Litter nutrient dynamics under different tree plantations of humid subtropical region of Uttarakhand, India

Sivaranjani S; Vijender Pal Panwar

doi:10.15287/afr.2025.3113

Authors

Sivaranjani S Govind Ballabh Pant National Institute of Himalayan Environment (NIHE), North-East Regional Centre, Itanagar
Vijender Pal Panwar ICFRE - Forest Research Institute, Dehradun

DOI:

https://doi.org/10.15287/afr.2025.3113

Keywords:

litter dynamics, nutrient return, Pinus roxburghii, Shorea robusta, Bambusa tulda.

Abstract

Litter plays a vital role in forest ecosystems, significantly contributing to nutrient cycling through litter production and decomposition. Understanding these processes is crucial for forest management and conservation, especially in the face of global environmental changes. This research is important because it provides insights into the litterfall patterns and nutrient dynamics of different tree species, which are essential for maintaining forest health and productivity. The present study aimed to determine the quantity and pattern of litterfall and nutrient return to the forest floor of Pinus roxburghii, Shorea robusta, and Bambusa tulda. We collected litterfall monthly over two years in three different plantations of P. roxburghii, S. robusta, and B. tulda, and measured the nutrient content of the litter. The mean annual litter production recorded in these plantations was greatest in B. tulda (4652.15 kg ha-1yr-1), followed by S. robusta (3731.4 kg ha-1yr-1) and P. roxburghii (2588.85 kg ha-1yr-1). The plantations included both the main species and associated understory vegetation, such as herbs and shrubs. Leaf litter from the main species accounted for the highest total litterfall in April. During this period, leaf litter accounted for approximately 24% of the total in S. robusta, 16% in P. roxburghii, and 15% in B. tulda. Minimum mean monthly litterfall was recorded in September and November for P. roxburghii and S. robusta, and in November and December for B. tulda. There was significant monthly variation in nutrient content between the species. Maximum nitrogen (N) was measured during June for P. roxburghii, December for S. robusta, and January for B. tulda, and phosphorus (P) and potassium (K) concentrations also varied significantly. Annual patterns of nutrient return followed the order N > K > P. Maximum nutrient return was observed during April in all species due to higher litter production during that month.
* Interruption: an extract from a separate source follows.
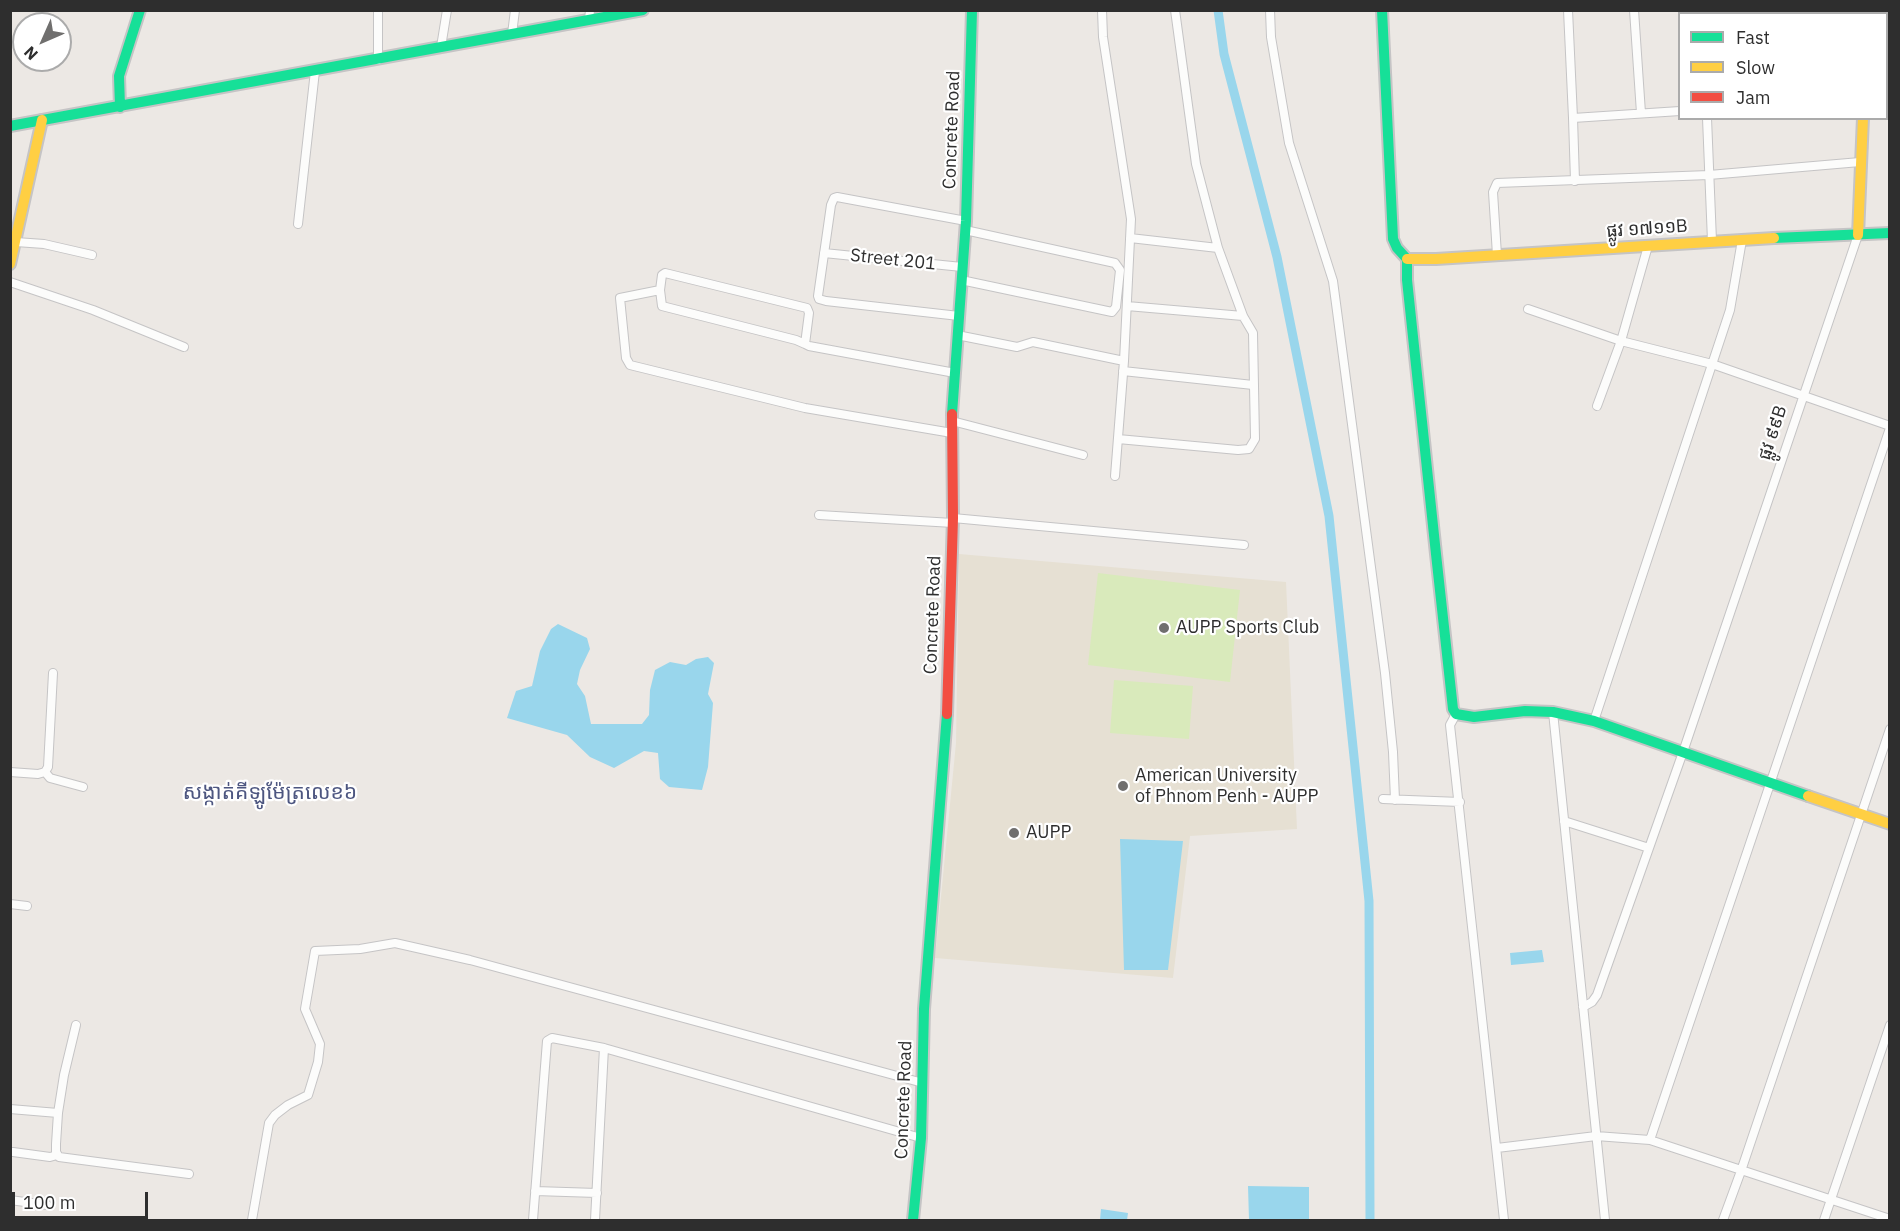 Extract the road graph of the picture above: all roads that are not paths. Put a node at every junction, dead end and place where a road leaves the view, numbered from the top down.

There was greater variability in litter quality in the broadleaved forest (S. robusta) than in the coniferous forest (P. roxburghii), indicating the more dynamic functioning of broad-leaved plantations compared to coniferous ones.. This research highlights the critical role of litterfall in nutrient cycling within forest ecosystems and underscores the importance of considering species-specific litter dynamics in forest management and conservation strategies.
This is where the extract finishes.